Lift out all lines below that contain "Baungon".

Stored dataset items
○ ○ ○ ○ ○
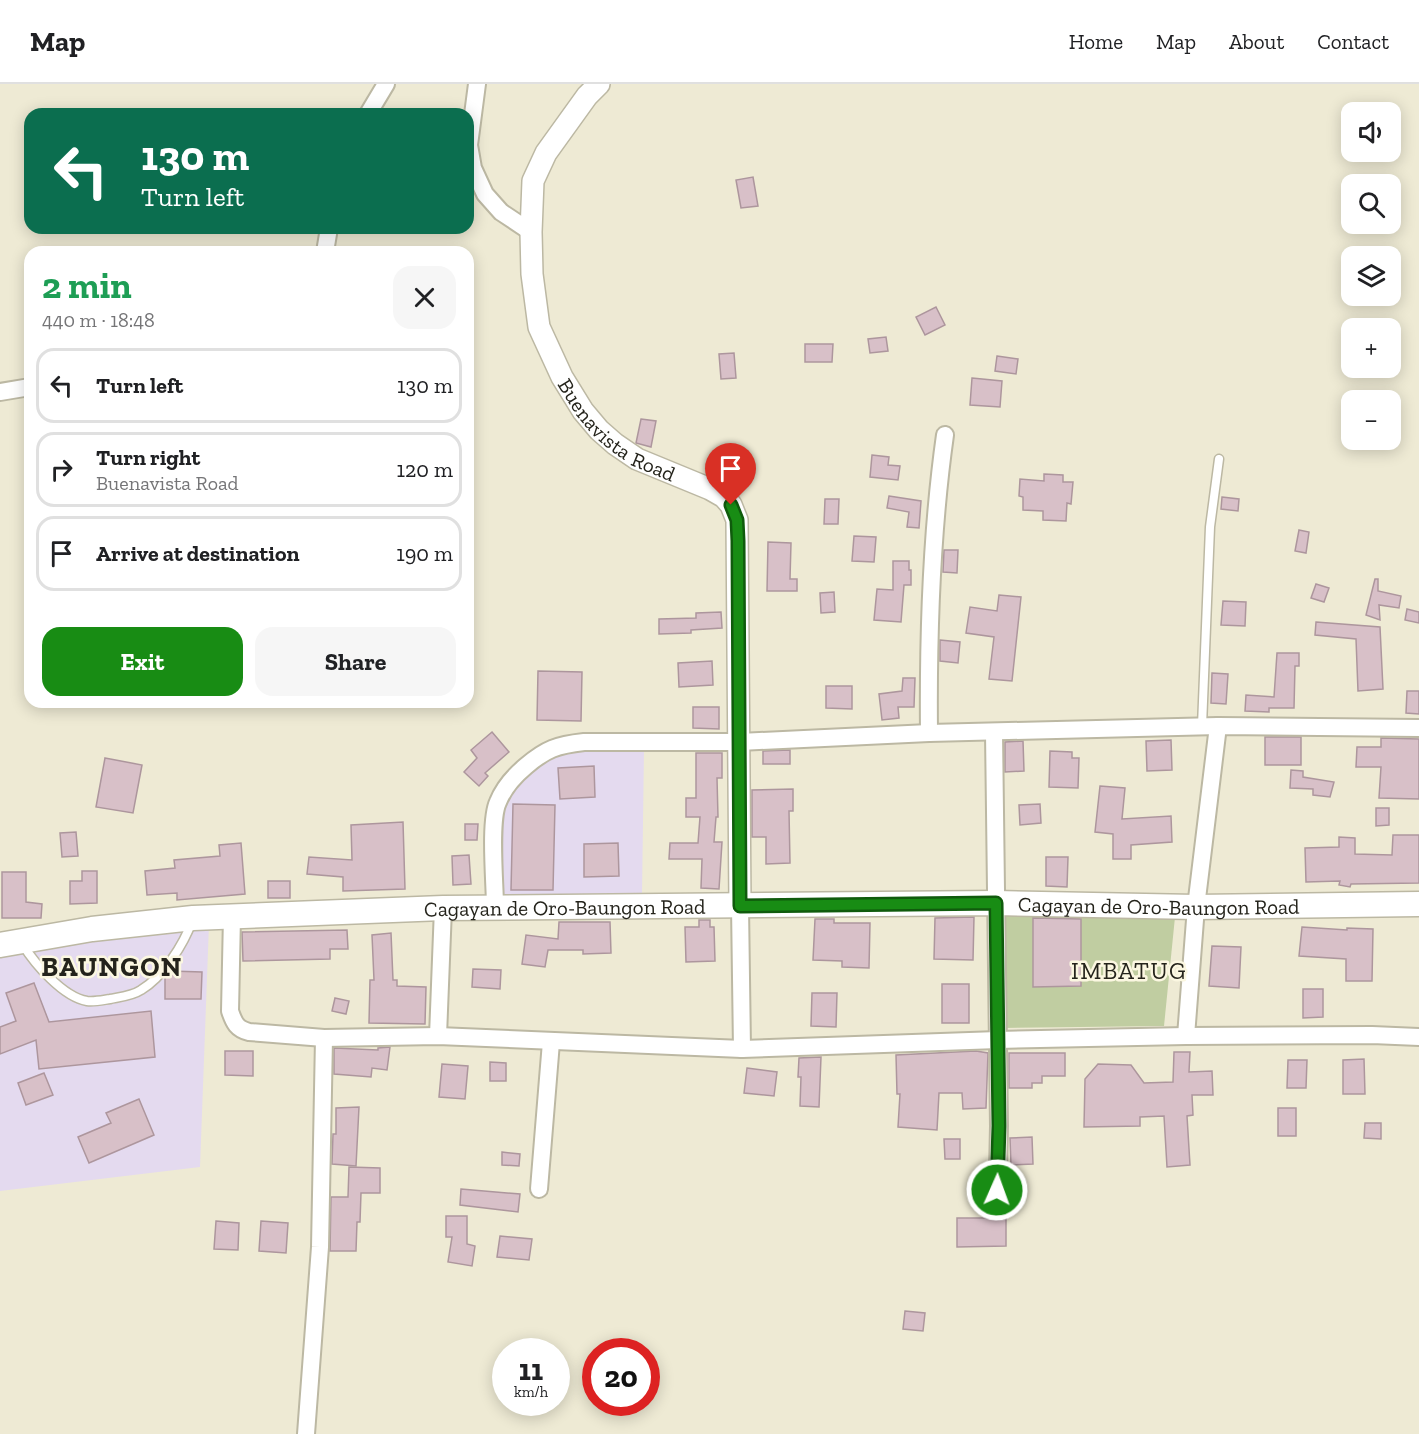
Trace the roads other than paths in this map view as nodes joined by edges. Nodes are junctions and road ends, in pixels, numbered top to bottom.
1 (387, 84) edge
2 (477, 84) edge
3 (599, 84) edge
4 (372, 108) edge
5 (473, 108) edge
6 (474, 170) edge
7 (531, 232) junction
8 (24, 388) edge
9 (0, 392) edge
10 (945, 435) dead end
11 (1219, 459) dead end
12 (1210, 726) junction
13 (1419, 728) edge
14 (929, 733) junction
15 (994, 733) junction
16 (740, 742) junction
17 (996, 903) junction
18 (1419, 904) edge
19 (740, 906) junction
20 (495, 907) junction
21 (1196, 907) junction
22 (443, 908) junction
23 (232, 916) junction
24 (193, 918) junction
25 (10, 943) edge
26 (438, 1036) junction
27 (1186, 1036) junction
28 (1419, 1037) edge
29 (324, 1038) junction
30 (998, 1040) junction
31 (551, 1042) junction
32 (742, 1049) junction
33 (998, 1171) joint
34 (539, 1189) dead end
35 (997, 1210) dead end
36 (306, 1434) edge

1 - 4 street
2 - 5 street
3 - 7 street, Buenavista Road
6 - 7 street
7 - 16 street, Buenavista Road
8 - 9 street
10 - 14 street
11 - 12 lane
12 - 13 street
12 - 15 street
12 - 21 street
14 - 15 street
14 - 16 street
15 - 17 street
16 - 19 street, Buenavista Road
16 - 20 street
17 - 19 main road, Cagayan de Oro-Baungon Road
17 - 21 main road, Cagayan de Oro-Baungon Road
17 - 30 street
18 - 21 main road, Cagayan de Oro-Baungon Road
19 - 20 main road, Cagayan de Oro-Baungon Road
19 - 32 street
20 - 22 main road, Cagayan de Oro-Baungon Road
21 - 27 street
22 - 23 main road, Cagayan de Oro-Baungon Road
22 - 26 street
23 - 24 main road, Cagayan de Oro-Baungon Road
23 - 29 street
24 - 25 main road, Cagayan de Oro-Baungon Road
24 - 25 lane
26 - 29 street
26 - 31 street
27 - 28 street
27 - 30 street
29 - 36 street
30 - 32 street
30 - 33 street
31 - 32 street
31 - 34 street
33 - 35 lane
○ ○ ○ ○ ○
**Finished task**
17 - 19 main road, Cagayan de Oro-Baungon Road
17 - 21 main road, Cagayan de Oro-Baungon Road
18 - 21 main road, Cagayan de Oro-Baungon Road
19 - 20 main road, Cagayan de Oro-Baungon Road
20 - 22 main road, Cagayan de Oro-Baungon Road
22 - 23 main road, Cagayan de Oro-Baungon Road
23 - 24 main road, Cagayan de Oro-Baungon Road
24 - 25 main road, Cagayan de Oro-Baungon Road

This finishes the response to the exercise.